#### What you have to do:
Your answer should be an exact copy of the data.

Stored data
----

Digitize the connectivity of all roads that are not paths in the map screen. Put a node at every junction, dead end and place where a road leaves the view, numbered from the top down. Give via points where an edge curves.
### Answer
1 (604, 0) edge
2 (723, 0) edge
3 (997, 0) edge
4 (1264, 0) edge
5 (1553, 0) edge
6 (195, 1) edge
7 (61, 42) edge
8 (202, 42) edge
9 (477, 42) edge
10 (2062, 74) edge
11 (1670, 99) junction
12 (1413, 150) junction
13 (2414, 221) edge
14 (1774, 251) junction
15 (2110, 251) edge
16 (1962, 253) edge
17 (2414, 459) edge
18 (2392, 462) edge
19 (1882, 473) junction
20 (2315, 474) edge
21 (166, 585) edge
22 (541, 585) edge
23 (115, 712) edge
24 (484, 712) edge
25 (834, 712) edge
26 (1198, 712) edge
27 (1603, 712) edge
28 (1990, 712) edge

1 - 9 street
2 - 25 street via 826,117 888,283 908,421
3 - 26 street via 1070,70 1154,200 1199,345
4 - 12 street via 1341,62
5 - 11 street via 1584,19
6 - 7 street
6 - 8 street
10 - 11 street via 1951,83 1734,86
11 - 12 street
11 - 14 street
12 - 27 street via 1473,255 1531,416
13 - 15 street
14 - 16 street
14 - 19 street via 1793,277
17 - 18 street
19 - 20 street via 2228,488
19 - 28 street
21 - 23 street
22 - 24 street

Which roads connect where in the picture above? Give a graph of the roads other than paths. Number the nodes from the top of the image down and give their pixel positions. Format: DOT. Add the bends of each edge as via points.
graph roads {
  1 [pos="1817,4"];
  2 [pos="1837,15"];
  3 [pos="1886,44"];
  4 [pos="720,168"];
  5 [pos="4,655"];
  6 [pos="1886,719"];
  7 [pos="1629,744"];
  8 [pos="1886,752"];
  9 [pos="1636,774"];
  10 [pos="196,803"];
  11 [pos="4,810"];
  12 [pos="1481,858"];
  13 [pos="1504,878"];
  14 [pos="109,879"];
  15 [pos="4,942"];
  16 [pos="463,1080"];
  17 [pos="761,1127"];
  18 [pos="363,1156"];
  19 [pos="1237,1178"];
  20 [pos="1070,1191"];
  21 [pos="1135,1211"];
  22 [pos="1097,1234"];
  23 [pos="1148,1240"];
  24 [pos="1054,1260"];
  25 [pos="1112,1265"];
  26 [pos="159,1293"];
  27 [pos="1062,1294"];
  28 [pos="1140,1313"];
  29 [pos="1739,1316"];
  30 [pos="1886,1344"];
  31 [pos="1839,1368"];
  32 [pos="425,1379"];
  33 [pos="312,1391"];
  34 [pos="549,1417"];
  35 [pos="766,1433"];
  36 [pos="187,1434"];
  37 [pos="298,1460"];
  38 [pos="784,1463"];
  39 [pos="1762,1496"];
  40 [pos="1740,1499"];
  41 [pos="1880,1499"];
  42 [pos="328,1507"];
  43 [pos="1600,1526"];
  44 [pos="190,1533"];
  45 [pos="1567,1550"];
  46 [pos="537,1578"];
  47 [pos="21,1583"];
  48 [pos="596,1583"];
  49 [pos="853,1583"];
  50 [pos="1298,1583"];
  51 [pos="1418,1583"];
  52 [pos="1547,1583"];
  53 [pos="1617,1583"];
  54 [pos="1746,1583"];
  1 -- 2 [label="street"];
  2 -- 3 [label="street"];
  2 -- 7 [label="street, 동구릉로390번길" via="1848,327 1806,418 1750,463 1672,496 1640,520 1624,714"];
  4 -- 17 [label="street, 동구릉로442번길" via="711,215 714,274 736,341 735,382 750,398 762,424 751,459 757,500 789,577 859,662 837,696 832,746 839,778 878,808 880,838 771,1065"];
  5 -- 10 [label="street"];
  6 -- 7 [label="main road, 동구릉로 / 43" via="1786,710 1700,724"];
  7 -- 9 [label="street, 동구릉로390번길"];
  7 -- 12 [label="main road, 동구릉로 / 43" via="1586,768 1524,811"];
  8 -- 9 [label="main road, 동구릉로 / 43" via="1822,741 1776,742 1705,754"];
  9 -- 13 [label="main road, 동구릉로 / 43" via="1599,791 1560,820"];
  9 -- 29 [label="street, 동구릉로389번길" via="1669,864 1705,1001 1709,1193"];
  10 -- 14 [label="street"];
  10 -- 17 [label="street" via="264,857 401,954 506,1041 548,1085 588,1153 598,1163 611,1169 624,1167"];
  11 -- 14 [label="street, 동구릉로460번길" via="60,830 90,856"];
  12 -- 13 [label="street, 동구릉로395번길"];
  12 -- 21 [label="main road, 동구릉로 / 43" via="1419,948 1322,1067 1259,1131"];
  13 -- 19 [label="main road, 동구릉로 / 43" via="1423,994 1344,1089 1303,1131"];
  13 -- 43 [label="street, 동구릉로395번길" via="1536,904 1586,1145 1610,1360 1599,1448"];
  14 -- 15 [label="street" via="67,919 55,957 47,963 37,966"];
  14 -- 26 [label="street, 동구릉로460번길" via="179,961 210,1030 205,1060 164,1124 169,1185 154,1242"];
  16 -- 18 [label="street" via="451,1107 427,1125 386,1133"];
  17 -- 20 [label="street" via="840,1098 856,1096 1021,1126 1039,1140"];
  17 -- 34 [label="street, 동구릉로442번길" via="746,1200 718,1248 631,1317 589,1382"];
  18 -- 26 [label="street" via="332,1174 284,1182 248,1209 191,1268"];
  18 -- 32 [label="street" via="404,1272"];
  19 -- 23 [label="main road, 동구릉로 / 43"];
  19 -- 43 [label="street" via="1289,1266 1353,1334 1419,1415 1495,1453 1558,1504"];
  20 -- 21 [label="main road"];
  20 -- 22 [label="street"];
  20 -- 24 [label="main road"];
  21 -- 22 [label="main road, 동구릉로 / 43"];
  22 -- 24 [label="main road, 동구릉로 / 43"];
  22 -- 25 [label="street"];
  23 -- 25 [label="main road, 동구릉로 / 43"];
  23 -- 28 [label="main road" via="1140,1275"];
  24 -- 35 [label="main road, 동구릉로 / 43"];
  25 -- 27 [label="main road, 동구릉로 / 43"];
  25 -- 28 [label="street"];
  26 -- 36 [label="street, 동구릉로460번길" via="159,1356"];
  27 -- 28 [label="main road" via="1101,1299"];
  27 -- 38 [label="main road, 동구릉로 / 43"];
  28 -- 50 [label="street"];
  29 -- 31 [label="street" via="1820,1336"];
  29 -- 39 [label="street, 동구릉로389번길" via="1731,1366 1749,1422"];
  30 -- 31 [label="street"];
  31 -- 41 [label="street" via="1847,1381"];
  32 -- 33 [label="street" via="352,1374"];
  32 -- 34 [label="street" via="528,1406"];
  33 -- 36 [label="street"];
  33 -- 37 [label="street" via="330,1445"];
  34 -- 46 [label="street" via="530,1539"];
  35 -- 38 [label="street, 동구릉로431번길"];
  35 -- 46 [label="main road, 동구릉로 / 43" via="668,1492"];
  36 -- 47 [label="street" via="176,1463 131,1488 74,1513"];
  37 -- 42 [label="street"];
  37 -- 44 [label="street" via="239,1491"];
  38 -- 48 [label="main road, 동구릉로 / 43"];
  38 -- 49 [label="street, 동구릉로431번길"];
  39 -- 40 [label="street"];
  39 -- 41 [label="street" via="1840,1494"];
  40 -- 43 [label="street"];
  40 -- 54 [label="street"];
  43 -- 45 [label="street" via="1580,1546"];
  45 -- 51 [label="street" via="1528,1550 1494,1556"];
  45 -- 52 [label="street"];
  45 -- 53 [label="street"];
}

----

#### Answer for this exercise:
Digitize the connectivity of all roads that are not paths in the map screen. Put a node at every junction, dead end and place where a road leaves the view, numbered from the top down. Give via points where an edge curves.
### Answer
1 (604, 0) edge
2 (723, 0) edge
3 (997, 0) edge
4 (1264, 0) edge
5 (1553, 0) edge
6 (195, 1) edge
7 (61, 42) edge
8 (202, 42) edge
9 (477, 42) edge
10 (2062, 74) edge
11 (1670, 99) junction
12 (1413, 150) junction
13 (2414, 221) edge
14 (1774, 251) junction
15 (2110, 251) edge
16 (1962, 253) edge
17 (2414, 459) edge
18 (2392, 462) edge
19 (1882, 473) junction
20 (2315, 474) edge
21 (166, 585) edge
22 (541, 585) edge
23 (115, 712) edge
24 (484, 712) edge
25 (834, 712) edge
26 (1198, 712) edge
27 (1603, 712) edge
28 (1990, 712) edge

1 - 9 street
2 - 25 street via 826,117 888,283 908,421
3 - 26 street via 1070,70 1154,200 1199,345
4 - 12 street via 1341,62
5 - 11 street via 1584,19
6 - 7 street
6 - 8 street
10 - 11 street via 1951,83 1734,86
11 - 12 street
11 - 14 street
12 - 27 street via 1473,255 1531,416
13 - 15 street
14 - 16 street
14 - 19 street via 1793,277
17 - 18 street
19 - 20 street via 2228,488
19 - 28 street
21 - 23 street
22 - 24 street

Which roads connect where in the picture above? Give a graph of the roads other than paths. Number the nodes from the top of the image down and give their pixel positions. Format: DOT. Add the bends of each edge as via points.
graph roads {
  1 [pos="1817,4"];
  2 [pos="1837,15"];
  3 [pos="1886,44"];
  4 [pos="720,168"];
  5 [pos="4,655"];
  6 [pos="1886,719"];
  7 [pos="1629,744"];
  8 [pos="1886,752"];
  9 [pos="1636,774"];
  10 [pos="196,803"];
  11 [pos="4,810"];
  12 [pos="1481,858"];
  13 [pos="1504,878"];
  14 [pos="109,879"];
  15 [pos="4,942"];
  16 [pos="463,1080"];
  17 [pos="761,1127"];
  18 [pos="363,1156"];
  19 [pos="1237,1178"];
  20 [pos="1070,1191"];
  21 [pos="1135,1211"];
  22 [pos="1097,1234"];
  23 [pos="1148,1240"];
  24 [pos="1054,1260"];
  25 [pos="1112,1265"];
  26 [pos="159,1293"];
  27 [pos="1062,1294"];
  28 [pos="1140,1313"];
  29 [pos="1739,1316"];
  30 [pos="1886,1344"];
  31 [pos="1839,1368"];
  32 [pos="425,1379"];
  33 [pos="312,1391"];
  34 [pos="549,1417"];
  35 [pos="766,1433"];
  36 [pos="187,1434"];
  37 [pos="298,1460"];
  38 [pos="784,1463"];
  39 [pos="1762,1496"];
  40 [pos="1740,1499"];
  41 [pos="1880,1499"];
  42 [pos="328,1507"];
  43 [pos="1600,1526"];
  44 [pos="190,1533"];
  45 [pos="1567,1550"];
  46 [pos="537,1578"];
  47 [pos="21,1583"];
  48 [pos="596,1583"];
  49 [pos="853,1583"];
  50 [pos="1298,1583"];
  51 [pos="1418,1583"];
  52 [pos="1547,1583"];
  53 [pos="1617,1583"];
  54 [pos="1746,1583"];
  1 -- 2 [label="street"];
  2 -- 3 [label="street"];
  2 -- 7 [label="street, 동구릉로390번길" via="1848,327 1806,418 1750,463 1672,496 1640,520 1624,714"];
  4 -- 17 [label="street, 동구릉로442번길" via="711,215 714,274 736,341 735,382 750,398 762,424 751,459 757,500 789,577 859,662 837,696 832,746 839,778 878,808 880,838 771,1065"];
  5 -- 10 [label="street"];
  6 -- 7 [label="main road, 동구릉로 / 43" via="1786,710 1700,724"];
  7 -- 9 [label="street, 동구릉로390번길"];
  7 -- 12 [label="main road, 동구릉로 / 43" via="1586,768 1524,811"];
  8 -- 9 [label="main road, 동구릉로 / 43" via="1822,741 1776,742 1705,754"];
  9 -- 13 [label="main road, 동구릉로 / 43" via="1599,791 1560,820"];
  9 -- 29 [label="street, 동구릉로389번길" via="1669,864 1705,1001 1709,1193"];
  10 -- 14 [label="street"];
  10 -- 17 [label="street" via="264,857 401,954 506,1041 548,1085 588,1153 598,1163 611,1169 624,1167"];
  11 -- 14 [label="street, 동구릉로460번길" via="60,830 90,856"];
  12 -- 13 [label="street, 동구릉로395번길"];
  12 -- 21 [label="main road, 동구릉로 / 43" via="1419,948 1322,1067 1259,1131"];
  13 -- 19 [label="main road, 동구릉로 / 43" via="1423,994 1344,1089 1303,1131"];
  13 -- 43 [label="street, 동구릉로395번길" via="1536,904 1586,1145 1610,1360 1599,1448"];
  14 -- 15 [label="street" via="67,919 55,957 47,963 37,966"];
  14 -- 26 [label="street, 동구릉로460번길" via="179,961 210,1030 205,1060 164,1124 169,1185 154,1242"];
  16 -- 18 [label="street" via="451,1107 427,1125 386,1133"];
  17 -- 20 [label="street" via="840,1098 856,1096 1021,1126 1039,1140"];
  17 -- 34 [label="street, 동구릉로442번길" via="746,1200 718,1248 631,1317 589,1382"];
  18 -- 26 [label="street" via="332,1174 284,1182 248,1209 191,1268"];
  18 -- 32 [label="street" via="404,1272"];
  19 -- 23 [label="main road, 동구릉로 / 43"];
  19 -- 43 [label="street" via="1289,1266 1353,1334 1419,1415 1495,1453 1558,1504"];
  20 -- 21 [label="main road"];
  20 -- 22 [label="street"];
  20 -- 24 [label="main road"];
  21 -- 22 [label="main road, 동구릉로 / 43"];
  22 -- 24 [label="main road, 동구릉로 / 43"];
  22 -- 25 [label="street"];
  23 -- 25 [label="main road, 동구릉로 / 43"];
  23 -- 28 [label="main road" via="1140,1275"];
  24 -- 35 [label="main road, 동구릉로 / 43"];
  25 -- 27 [label="main road, 동구릉로 / 43"];
  25 -- 28 [label="street"];
  26 -- 36 [label="street, 동구릉로460번길" via="159,1356"];
  27 -- 28 [label="main road" via="1101,1299"];
  27 -- 38 [label="main road, 동구릉로 / 43"];
  28 -- 50 [label="street"];
  29 -- 31 [label="street" via="1820,1336"];
  29 -- 39 [label="street, 동구릉로389번길" via="1731,1366 1749,1422"];
  30 -- 31 [label="street"];
  31 -- 41 [label="street" via="1847,1381"];
  32 -- 33 [label="street" via="352,1374"];
  32 -- 34 [label="street" via="528,1406"];
  33 -- 36 [label="street"];
  33 -- 37 [label="street" via="330,1445"];
  34 -- 46 [label="street" via="530,1539"];
  35 -- 38 [label="street, 동구릉로431번길"];
  35 -- 46 [label="main road, 동구릉로 / 43" via="668,1492"];
  36 -- 47 [label="street" via="176,1463 131,1488 74,1513"];
  37 -- 42 [label="street"];
  37 -- 44 [label="street" via="239,1491"];
  38 -- 48 [label="main road, 동구릉로 / 43"];
  38 -- 49 [label="street, 동구릉로431번길"];
  39 -- 40 [label="street"];
  39 -- 41 [label="street" via="1840,1494"];
  40 -- 43 [label="street"];
  40 -- 54 [label="street"];
  43 -- 45 [label="street" via="1580,1546"];
  45 -- 51 [label="street" via="1528,1550 1494,1556"];
  45 -- 52 [label="street"];
  45 -- 53 [label="street"];
}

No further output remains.